Так я лежал еще очень долго, но скучать мне не пришлось. За те дни, что я хворал, в лагере многое изменилось. Новостью для меня был рынок, открывшийся в недостроенном бараке, в пятидесяти шагах от того места, где я лежал. Я видел там множество людей, державших в руках свои носильные вещи, а также покупателей, которые тщательно проверяли качество предлагаемого товара. В этой толпе шнырял Том; он то и дело хищным движением выбрасывал вперед голову, словно выискивая жертву. Со своего места я больше ничего не мог разглядеть. Я решил подозвать к себе Тома.

— Эй, Том! — крикнул я, когда он оказался поблизости.

Том сразу же кинулся ко мне и остановился в нескольких шагах, глядя на меня с недоверием.

— У меня есть для тебя славное дельце, — успокоил я его, — но сперва скажи, что нового?

С невероятной быстротой Том выпалил цены на добрый десяток товаров.

— Господи Иисусе, — стонал я, — пачка сигарет — триста шестьдесят франков, да это ж недельный заработок!

Том предостерегающе поднял руку.

— Это было час тому назад, — назидательно сказал он и принялся закидывать меня новыми ценами.

— Но Том, — сказал я, потрясенный его памятью на цифры, — отчего же теперь все стало вдвое дороже?

— Час тому назад в Перпиньян прибыли первые беженцы с севера, — гласил его ошеломляющий ответ.

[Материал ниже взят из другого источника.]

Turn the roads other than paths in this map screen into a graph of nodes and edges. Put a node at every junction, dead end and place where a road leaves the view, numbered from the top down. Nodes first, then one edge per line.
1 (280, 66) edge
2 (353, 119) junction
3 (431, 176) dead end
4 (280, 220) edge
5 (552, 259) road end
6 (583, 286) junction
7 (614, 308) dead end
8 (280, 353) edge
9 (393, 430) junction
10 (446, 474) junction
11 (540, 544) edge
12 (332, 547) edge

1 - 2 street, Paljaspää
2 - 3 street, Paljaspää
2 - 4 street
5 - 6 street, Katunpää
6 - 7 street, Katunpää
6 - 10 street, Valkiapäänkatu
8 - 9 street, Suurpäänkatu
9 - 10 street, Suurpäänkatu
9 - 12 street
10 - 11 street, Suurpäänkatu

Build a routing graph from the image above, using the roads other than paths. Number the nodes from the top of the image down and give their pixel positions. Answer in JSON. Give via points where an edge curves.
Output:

Случилось то, в чем я никогда не сомневался: немецкие войска продвигались вперед, и с каждым метром завоеванной ими земли франк все больше обесценивался. Но почему же у Тома такое печальное лицо? Покупать он все равно ничего не мог — денег у него совсем не было, значит, высокие цены вряд ли его трогают. Наверное, он тоже из тех, у кого рыльце в пушку.

— Ага, ты, значит, тоже из тех, кто рад бы разделаться с фюрером? — попытался я его спровоцировать.

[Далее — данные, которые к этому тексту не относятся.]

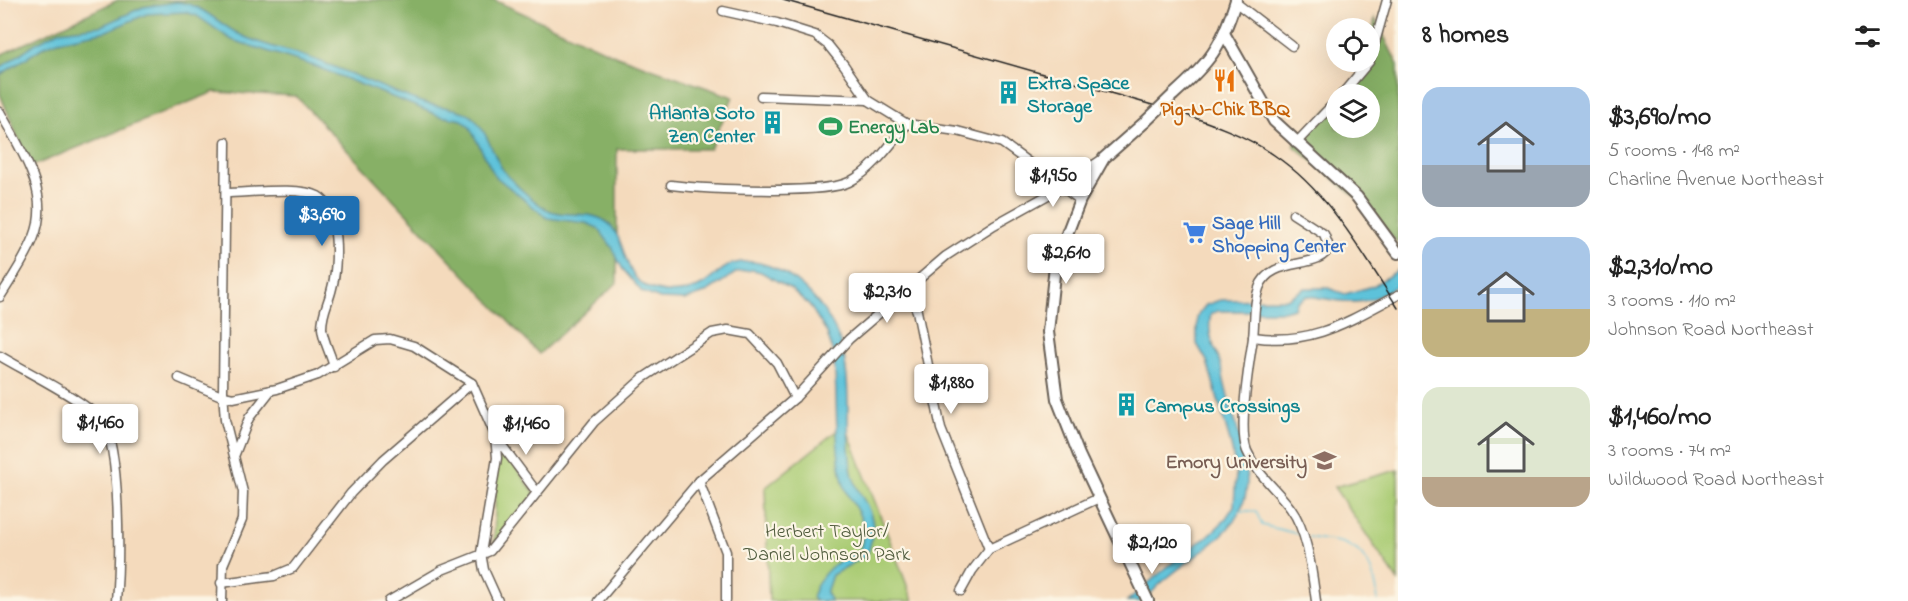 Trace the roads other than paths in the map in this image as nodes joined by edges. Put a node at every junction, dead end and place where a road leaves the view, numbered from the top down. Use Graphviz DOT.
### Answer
graph roads {
  1 [pos="1387,0"];
  2 [pos="1235,1"];
  3 [pos="723,11"];
  4 [pos="1380,24"];
  5 [pos="1225,35"];
  6 [pos="1292,46"];
  7 [pos="1360,72"];
  8 [pos="1350,84"];
  9 [pos="761,96"];
  10 [pos="868,100"];
  11 [pos="1326,111"];
  12 [pos="0,112"];
  13 [pos="907,124"];
  14 [pos="226,142"];
  15 [pos="1296,143"];
  16 [pos="1104,158"];
  17 [pos="671,185"];
  18 [pos="1059,187"];
  19 [pos="226,193"];
  20 [pos="1080,200"];
  21 [pos="1293,214"];
  22 [pos="1398,253"];
  23 [pos="907,289"];
  24 [pos="1398,295"];
  25 [pos="0,297"];
  26 [pos="1253,337"];
  27 [pos="0,356"];
  28 [pos="334,367"];
  29 [pos="179,378"];
  30 [pos="472,383"];
  31 [pos="271,390"];
  32 [pos="224,397"];
  33 [pos="795,398"];
  34 [pos="495,435"];
  35 [pos="235,454"];
  36 [pos="699,481"];
  37 [pos="536,491"];
  38 [pos="1100,498"];
  39 [pos="989,549"];
  40 [pos="481,554"];
  41 [pos="221,583"];
  42 [pos="961,591"];
  43 [pos="116,601"];
  44 [pos="222,601"];
  45 [pos="389,601"];
  46 [pos="498,601"];
  47 [pos="598,601"];
  48 [pos="726,601"];
  49 [pos="1148,601"];
  50 [pos="1317,601"];
  1 -- 4 [label="street"];
  2 -- 5 [label="main road"];
  2 -- 6 [label="street"];
  3 -- 10 [label="street"];
  5 -- 15 [label="main road"];
  5 -- 16 [label="main road, bridge"];
  7 -- 8 [label="street"];
  9 -- 10 [label="street"];
  10 -- 13 [label="street"];
  11 -- 15 [label="street"];
  12 -- 25 [label="street"];
  13 -- 17 [label="street"];
  13 -- 18 [label="street"];
  14 -- 19 [label="street"];
  15 -- 22 [label="main road"];
  16 -- 18 [label="street"];
  16 -- 20 [label="main road"];
  18 -- 20 [label="street"];
  18 -- 23 [label="street"];
  19 -- 28 [label="street"];
  19 -- 32 [label="street"];
  20 -- 38 [label="main road"];
  21 -- 26 [label="street"];
  23 -- 33 [label="street"];
  23 -- 39 [label="street"];
  24 -- 26 [label="street"];
  26 -- 50 [label="street"];
  27 -- 43 [label="street"];
  28 -- 30 [label="street"];
  28 -- 31 [label="street"];
  29 -- 32 [label="street"];
  30 -- 34 [label="street"];
  30 -- 41 [label="street"];
  31 -- 32 [label="street"];
  31 -- 35 [label="street"];
  32 -- 35 [label="street"];
  33 -- 36 [label="street"];
  33 -- 37 [label="street"];
  34 -- 37 [label="street"];
  34 -- 40 [label="street"];
  35 -- 41 [label="street"];
  36 -- 47 [label="street"];
  36 -- 48 [label="street"];
  37 -- 40 [label="street"];
  38 -- 39 [label="street"];
  38 -- 49 [label="main road"];
  39 -- 42 [label="street"];
  40 -- 45 [label="street"];
  40 -- 46 [label="street"];
  41 -- 44 [label="street"];
}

Том испуганно вытянул свою немыслимо худую шею. Очевидно, я очень обидел его своим подозрением. Однако допытываться о прошлом человека было не в обычаях лагеря. Поэтому я переменил тему:

— Том, у меня есть для тебя неплохое дельце.

Он весь превратился в слух.

— Ну, говори, — понукал он.

Я рассказал ему о нашем с Ахимом плане.

— Ты будешь разносить кофе, создашь рекламу нашему предприятию и за каждую проданную кружку получишь десять процентов комиссионных.

Том сразу же согласился, но мне он явно не доверял. Он упрямо настаивал на составлении договора, и мы заключили письменное соглашение. Итак, теперь я был с ним в расчете. С чувством облегчения следил я за удаляющейся тощей фигурой.

— Послезавтра начнем, — крикнул я ему вслед. На бегу он повернул голову.

— Договорились!

На другое утро Мюллер схватил меня в охапку и вытащил во двор. «Мамочкина детка хочет на ручки», — брюзжал он. Но теперь уж меня не могла обмануть его грубость.

— Я тебя просил, что ли? — проворчал я в ответ.

— Скажи на милость! Мальчик-с-пальчик еще собирается учить других!

Мюллер осторожно опустил меня на песок и ушел, однако через несколько минут вернулся, неся печенье и кружку чаю. Из одеяла он соорудил подобие тента, так что я мог удобно расположиться в тени. Все это Мюллер делал с педантической обстоятельностью. Но та простота, с какой он оказывал мне помощь, словно иначе и не могло быть, вызвала во мне бурю противоречивых чувств.